Requirement: What lines of the data below hold "Gasperi"? Show them.

Records from a data source:
- - -

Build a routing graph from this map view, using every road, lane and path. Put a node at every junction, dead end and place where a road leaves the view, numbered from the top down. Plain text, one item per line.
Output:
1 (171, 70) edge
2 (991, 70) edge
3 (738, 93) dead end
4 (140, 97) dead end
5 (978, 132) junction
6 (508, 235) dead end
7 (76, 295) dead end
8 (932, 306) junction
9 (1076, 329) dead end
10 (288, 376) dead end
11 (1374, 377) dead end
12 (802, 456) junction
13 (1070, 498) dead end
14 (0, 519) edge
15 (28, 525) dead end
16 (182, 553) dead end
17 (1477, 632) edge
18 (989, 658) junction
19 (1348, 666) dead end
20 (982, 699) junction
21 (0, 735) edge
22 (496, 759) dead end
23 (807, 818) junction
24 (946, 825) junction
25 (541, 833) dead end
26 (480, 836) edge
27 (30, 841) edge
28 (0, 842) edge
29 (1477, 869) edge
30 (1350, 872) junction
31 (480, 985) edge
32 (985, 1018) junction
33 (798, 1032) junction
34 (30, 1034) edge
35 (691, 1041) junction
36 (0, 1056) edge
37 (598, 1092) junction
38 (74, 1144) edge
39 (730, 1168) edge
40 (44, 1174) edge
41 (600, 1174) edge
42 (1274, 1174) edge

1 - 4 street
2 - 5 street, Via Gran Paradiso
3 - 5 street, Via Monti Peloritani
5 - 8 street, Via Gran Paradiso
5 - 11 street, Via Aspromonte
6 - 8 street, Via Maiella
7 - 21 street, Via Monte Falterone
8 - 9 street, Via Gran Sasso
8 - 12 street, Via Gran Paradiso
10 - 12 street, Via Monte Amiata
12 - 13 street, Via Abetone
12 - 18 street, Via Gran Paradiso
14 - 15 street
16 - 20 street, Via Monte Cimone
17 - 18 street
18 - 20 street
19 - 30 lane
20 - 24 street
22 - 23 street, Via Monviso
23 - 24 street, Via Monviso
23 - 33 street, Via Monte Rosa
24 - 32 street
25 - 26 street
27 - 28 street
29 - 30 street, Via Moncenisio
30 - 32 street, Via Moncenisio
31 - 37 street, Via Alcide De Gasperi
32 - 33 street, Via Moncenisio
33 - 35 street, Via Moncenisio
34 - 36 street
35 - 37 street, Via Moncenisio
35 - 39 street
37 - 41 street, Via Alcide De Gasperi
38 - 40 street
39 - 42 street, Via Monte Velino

- - -

Finished exercise:
31 - 37 street, Via Alcide De Gasperi
37 - 41 street, Via Alcide De Gasperi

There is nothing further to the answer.